At about the same time Berry and Hirshland spoke, the CEO also listened to athletes in two town-hall-style video meetings. Spurred by the feedback, she announced the USOPC was forming an athletes group to “challenge the rules and systems in our own organization that create barriers to progress” on racial issues. It would also, she said, advocate for global change.
But that announcement came before a full consultation with the advisory council. The chain of events frustrated the leaders of the athletes’ group.
“While there was a breakdown in communication last week with the USOPC, we must all focus on the larger task at hand: addressing life-threatening racial injustice,” said Cody Mattern, the AAC’s first vice chair.
Hirshland conceded, “I’ll be first to readily acknowledge that communication is always something that can be readily improved and we continue to work on it.”
After the announcement, another AAC member, gold-medal sprinter Moushaumi Robinson, was given a leading role and the AAC was assured it will be the main driver of the group.
Hirshland said the group will not only be focusing on the protest restrictions — codified in the IOC charter under “Rule 50” — but will also have a “much broader conversation about racism, and doing things that create a barrier to racism.”
A recasting of Rule 50 could be the sort of game-changing move that many athletes have sought since 1968, when sprinters John Carlos and Tommie Smith were sent home from the Mexico City Olympics for their indelible raised-fist salute on the medals stand.
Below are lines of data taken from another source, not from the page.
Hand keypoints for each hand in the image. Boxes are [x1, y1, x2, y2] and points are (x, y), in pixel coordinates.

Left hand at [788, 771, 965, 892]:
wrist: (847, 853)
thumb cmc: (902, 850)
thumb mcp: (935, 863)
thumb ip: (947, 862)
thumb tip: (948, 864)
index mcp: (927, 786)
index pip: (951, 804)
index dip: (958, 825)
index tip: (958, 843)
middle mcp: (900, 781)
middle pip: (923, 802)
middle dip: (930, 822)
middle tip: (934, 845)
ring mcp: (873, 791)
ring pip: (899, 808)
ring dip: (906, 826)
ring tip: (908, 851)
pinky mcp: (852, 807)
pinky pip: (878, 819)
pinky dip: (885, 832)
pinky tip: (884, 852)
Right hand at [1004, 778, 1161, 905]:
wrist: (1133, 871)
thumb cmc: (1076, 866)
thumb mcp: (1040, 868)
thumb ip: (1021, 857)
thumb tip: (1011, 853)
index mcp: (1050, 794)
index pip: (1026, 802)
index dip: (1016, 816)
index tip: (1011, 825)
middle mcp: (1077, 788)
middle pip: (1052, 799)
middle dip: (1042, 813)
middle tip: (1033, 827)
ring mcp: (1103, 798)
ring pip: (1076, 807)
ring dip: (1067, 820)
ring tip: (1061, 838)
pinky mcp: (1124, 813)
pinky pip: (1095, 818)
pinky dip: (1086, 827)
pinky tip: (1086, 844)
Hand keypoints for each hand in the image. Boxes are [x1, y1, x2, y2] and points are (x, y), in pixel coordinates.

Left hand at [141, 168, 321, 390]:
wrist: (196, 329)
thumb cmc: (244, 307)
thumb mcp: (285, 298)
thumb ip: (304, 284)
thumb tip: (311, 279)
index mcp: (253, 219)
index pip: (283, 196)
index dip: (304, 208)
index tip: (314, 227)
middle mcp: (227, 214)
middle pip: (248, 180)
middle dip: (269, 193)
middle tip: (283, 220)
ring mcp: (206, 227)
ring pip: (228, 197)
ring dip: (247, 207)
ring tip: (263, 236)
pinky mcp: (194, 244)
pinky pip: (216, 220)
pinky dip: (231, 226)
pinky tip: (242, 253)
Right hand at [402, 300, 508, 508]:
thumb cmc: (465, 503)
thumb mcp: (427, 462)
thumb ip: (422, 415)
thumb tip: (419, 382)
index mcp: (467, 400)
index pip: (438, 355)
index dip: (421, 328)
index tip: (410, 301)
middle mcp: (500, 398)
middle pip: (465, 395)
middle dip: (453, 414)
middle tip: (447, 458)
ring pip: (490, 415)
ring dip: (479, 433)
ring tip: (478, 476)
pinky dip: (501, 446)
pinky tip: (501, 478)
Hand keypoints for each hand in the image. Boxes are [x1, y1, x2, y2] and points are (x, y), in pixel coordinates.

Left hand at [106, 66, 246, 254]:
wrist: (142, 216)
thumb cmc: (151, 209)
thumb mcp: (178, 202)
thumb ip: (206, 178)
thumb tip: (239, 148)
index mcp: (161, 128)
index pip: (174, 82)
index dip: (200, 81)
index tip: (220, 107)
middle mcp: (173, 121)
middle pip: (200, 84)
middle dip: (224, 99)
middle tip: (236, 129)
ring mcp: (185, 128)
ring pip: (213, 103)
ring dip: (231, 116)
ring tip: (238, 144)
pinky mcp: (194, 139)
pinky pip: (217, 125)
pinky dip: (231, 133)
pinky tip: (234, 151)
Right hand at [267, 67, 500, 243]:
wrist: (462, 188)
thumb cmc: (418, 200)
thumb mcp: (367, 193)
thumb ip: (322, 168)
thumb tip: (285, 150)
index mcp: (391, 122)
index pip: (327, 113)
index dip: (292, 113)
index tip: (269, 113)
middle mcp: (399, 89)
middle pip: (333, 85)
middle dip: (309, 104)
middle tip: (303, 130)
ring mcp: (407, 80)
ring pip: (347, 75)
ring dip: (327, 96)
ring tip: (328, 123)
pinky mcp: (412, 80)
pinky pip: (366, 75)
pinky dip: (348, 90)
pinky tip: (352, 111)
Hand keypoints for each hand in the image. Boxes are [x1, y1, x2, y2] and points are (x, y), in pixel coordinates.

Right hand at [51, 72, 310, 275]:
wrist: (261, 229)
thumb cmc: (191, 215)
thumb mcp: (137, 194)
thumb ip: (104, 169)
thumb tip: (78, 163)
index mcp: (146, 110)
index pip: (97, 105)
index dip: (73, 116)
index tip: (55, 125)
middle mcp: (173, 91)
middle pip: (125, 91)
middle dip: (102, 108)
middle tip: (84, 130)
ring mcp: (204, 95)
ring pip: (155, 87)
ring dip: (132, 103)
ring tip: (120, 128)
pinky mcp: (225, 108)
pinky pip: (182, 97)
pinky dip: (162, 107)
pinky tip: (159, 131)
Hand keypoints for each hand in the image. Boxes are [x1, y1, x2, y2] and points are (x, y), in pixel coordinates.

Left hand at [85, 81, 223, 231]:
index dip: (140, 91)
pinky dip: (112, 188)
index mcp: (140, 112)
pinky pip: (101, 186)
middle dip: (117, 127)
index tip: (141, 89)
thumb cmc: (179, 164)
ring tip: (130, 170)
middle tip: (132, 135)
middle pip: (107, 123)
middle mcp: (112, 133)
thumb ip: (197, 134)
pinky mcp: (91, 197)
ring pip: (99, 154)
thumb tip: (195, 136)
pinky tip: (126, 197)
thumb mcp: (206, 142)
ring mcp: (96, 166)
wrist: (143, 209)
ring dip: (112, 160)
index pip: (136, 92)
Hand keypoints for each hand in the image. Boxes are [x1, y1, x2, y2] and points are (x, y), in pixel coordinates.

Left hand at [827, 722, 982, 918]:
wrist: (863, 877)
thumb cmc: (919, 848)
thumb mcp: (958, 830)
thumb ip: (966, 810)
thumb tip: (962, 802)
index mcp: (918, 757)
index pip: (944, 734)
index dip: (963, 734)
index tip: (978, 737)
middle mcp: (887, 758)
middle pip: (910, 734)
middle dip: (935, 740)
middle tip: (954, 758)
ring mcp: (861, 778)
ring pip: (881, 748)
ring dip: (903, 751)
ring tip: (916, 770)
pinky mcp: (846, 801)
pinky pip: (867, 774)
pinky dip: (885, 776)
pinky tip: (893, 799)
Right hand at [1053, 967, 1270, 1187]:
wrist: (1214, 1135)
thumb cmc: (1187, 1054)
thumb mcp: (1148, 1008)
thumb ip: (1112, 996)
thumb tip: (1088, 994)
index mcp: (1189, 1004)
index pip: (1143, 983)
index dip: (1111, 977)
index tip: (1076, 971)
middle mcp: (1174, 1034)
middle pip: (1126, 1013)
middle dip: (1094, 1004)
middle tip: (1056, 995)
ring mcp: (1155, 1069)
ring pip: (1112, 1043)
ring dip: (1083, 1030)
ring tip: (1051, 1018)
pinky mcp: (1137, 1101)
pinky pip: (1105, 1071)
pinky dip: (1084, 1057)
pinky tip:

The USOPC brings more athletes and more money to the IOC than any country. It has been reluctant to leverage its power since the departure of chairman Peter Ueberroth in 2008. It was Ueberroth who famously asked the rhetorical question: “Who pays the bill for the world Olympic movement? Make no mistake about it. Starting in 1988, U.S. corporations have paid 60% of all the money, period. Be sure you all understand that.”
But with sports leagues around the world reacting to the growing outrage over Floyd’s death — the NFL on Thursday said it was committing $250 million to social justice initiatives — eyes are pointed toward the Olympic movement, which has been historically slow to change.
“We call on the IOC and (International Paralympic Committee) to end this hypocrisy, stand by their athletes and abolish Rule 50,” the athletes’ advocacy group Global Athlete said in a statement this weekend. “Athletes will no longer be silenced.”
Shortly after the USOPC’s announcements of the past weeks, IOC President Thomas Bach said the committee’s own athlete group would “explore different ways” opinions could be expressed during the games, while still “respecting the Olympic spirit.”
Hirshland describes the push in the U.S. for more racial sensitivity in the Olympic world not as a power play with the IOC but as an “obligation of leadership” that has to be conducted “in the spirit of humility, partnership and collaboration and open and honest dialogue.”
The USOPC’s role would, of course, be strengthened by a unified voice from athletes who are diverse not only in race and background but also in their opinions.
Despite some differences, Siegel said there has been little argument among athletes over their feelings about the protest rule.
“During the conversations, I think what’s become crystal clear is that the very nature of Rule 50 embodies systemic racism,” he said. “Whether or not you understand what they’re trying to achieve with the rule, the rule itself is put in place to kind of restrict expression.”